■ Problem to solve ■
The answer must match the listing exactly, with every line written out again.

*** Opening of Listed entries ***

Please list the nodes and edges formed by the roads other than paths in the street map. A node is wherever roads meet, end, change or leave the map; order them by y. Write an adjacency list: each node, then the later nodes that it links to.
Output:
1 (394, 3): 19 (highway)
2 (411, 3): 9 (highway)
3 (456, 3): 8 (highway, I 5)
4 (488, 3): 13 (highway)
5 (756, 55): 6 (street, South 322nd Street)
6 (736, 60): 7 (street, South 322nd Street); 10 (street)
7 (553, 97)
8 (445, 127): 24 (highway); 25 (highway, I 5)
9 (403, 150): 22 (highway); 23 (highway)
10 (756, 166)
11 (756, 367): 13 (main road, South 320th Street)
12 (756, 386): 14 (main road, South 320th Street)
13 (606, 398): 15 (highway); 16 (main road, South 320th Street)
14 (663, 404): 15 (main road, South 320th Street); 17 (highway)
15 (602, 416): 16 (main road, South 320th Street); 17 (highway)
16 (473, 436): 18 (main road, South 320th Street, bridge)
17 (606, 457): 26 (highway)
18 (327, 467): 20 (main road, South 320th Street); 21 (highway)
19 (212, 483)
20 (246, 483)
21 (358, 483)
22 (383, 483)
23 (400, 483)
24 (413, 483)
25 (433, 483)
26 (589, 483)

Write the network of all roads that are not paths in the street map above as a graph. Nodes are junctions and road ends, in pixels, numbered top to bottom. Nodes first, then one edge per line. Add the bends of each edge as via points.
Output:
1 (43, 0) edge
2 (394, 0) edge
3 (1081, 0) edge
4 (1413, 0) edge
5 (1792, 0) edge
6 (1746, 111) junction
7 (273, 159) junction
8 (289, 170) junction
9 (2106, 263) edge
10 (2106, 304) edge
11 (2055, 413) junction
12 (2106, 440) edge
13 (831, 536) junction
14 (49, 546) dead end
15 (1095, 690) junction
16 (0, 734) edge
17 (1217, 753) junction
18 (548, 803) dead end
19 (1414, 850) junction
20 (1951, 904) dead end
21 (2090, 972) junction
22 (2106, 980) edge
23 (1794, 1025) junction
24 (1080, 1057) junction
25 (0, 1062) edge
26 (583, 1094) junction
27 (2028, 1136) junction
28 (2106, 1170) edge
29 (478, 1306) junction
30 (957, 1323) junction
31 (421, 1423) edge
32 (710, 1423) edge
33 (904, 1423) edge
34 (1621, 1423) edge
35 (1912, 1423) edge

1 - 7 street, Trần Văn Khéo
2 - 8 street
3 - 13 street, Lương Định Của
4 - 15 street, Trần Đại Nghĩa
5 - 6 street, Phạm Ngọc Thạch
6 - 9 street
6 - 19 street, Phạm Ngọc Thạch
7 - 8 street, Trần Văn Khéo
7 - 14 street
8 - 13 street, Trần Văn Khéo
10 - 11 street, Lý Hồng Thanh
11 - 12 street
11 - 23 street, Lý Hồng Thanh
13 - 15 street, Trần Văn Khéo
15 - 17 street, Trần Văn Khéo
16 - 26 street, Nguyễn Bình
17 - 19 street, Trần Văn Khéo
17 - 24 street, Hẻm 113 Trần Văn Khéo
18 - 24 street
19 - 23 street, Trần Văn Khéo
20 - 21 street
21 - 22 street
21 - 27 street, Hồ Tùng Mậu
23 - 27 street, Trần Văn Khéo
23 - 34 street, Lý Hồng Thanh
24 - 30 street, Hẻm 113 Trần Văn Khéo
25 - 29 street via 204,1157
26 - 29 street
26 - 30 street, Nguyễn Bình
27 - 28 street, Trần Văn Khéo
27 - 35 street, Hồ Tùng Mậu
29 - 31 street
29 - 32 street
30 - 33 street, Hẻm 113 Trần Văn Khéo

*** Close of Listed entries ***

■ Output for this exercise ■
Please list the nodes and edges formed by the roads other than paths in the street map. A node is wherever roads meet, end, change or leave the map; order them by y. Write an adjacency list: each node, then the later nodes that it links to.
Output:
1 (394, 3): 19 (highway)
2 (411, 3): 9 (highway)
3 (456, 3): 8 (highway, I 5)
4 (488, 3): 13 (highway)
5 (756, 55): 6 (street, South 322nd Street)
6 (736, 60): 7 (street, South 322nd Street); 10 (street)
7 (553, 97)
8 (445, 127): 24 (highway); 25 (highway, I 5)
9 (403, 150): 22 (highway); 23 (highway)
10 (756, 166)
11 (756, 367): 13 (main road, South 320th Street)
12 (756, 386): 14 (main road, South 320th Street)
13 (606, 398): 15 (highway); 16 (main road, South 320th Street)
14 (663, 404): 15 (main road, South 320th Street); 17 (highway)
15 (602, 416): 16 (main road, South 320th Street); 17 (highway)
16 (473, 436): 18 (main road, South 320th Street, bridge)
17 (606, 457): 26 (highway)
18 (327, 467): 20 (main road, South 320th Street); 21 (highway)
19 (212, 483)
20 (246, 483)
21 (358, 483)
22 (383, 483)
23 (400, 483)
24 (413, 483)
25 (433, 483)
26 (589, 483)

Write the network of all roads that are not paths in the street map above as a graph. Nodes are junctions and road ends, in pixels, numbered top to bottom. Nodes first, then one edge per line. Add the bends of each edge as via points.
Output:
1 (43, 0) edge
2 (394, 0) edge
3 (1081, 0) edge
4 (1413, 0) edge
5 (1792, 0) edge
6 (1746, 111) junction
7 (273, 159) junction
8 (289, 170) junction
9 (2106, 263) edge
10 (2106, 304) edge
11 (2055, 413) junction
12 (2106, 440) edge
13 (831, 536) junction
14 (49, 546) dead end
15 (1095, 690) junction
16 (0, 734) edge
17 (1217, 753) junction
18 (548, 803) dead end
19 (1414, 850) junction
20 (1951, 904) dead end
21 (2090, 972) junction
22 (2106, 980) edge
23 (1794, 1025) junction
24 (1080, 1057) junction
25 (0, 1062) edge
26 (583, 1094) junction
27 (2028, 1136) junction
28 (2106, 1170) edge
29 (478, 1306) junction
30 (957, 1323) junction
31 (421, 1423) edge
32 (710, 1423) edge
33 (904, 1423) edge
34 (1621, 1423) edge
35 (1912, 1423) edge

1 - 7 street, Trần Văn Khéo
2 - 8 street
3 - 13 street, Lương Định Của
4 - 15 street, Trần Đại Nghĩa
5 - 6 street, Phạm Ngọc Thạch
6 - 9 street
6 - 19 street, Phạm Ngọc Thạch
7 - 8 street, Trần Văn Khéo
7 - 14 street
8 - 13 street, Trần Văn Khéo
10 - 11 street, Lý Hồng Thanh
11 - 12 street
11 - 23 street, Lý Hồng Thanh
13 - 15 street, Trần Văn Khéo
15 - 17 street, Trần Văn Khéo
16 - 26 street, Nguyễn Bình
17 - 19 street, Trần Văn Khéo
17 - 24 street, Hẻm 113 Trần Văn Khéo
18 - 24 street
19 - 23 street, Trần Văn Khéo
20 - 21 street
21 - 22 street
21 - 27 street, Hồ Tùng Mậu
23 - 27 street, Trần Văn Khéo
23 - 34 street, Lý Hồng Thanh
24 - 30 street, Hẻm 113 Trần Văn Khéo
25 - 29 street via 204,1157
26 - 29 street
26 - 30 street, Nguyễn Bình
27 - 28 street, Trần Văn Khéo
27 - 35 street, Hồ Tùng Mậu
29 - 31 street
29 - 32 street
30 - 33 street, Hẻm 113 Trần Văn Khéo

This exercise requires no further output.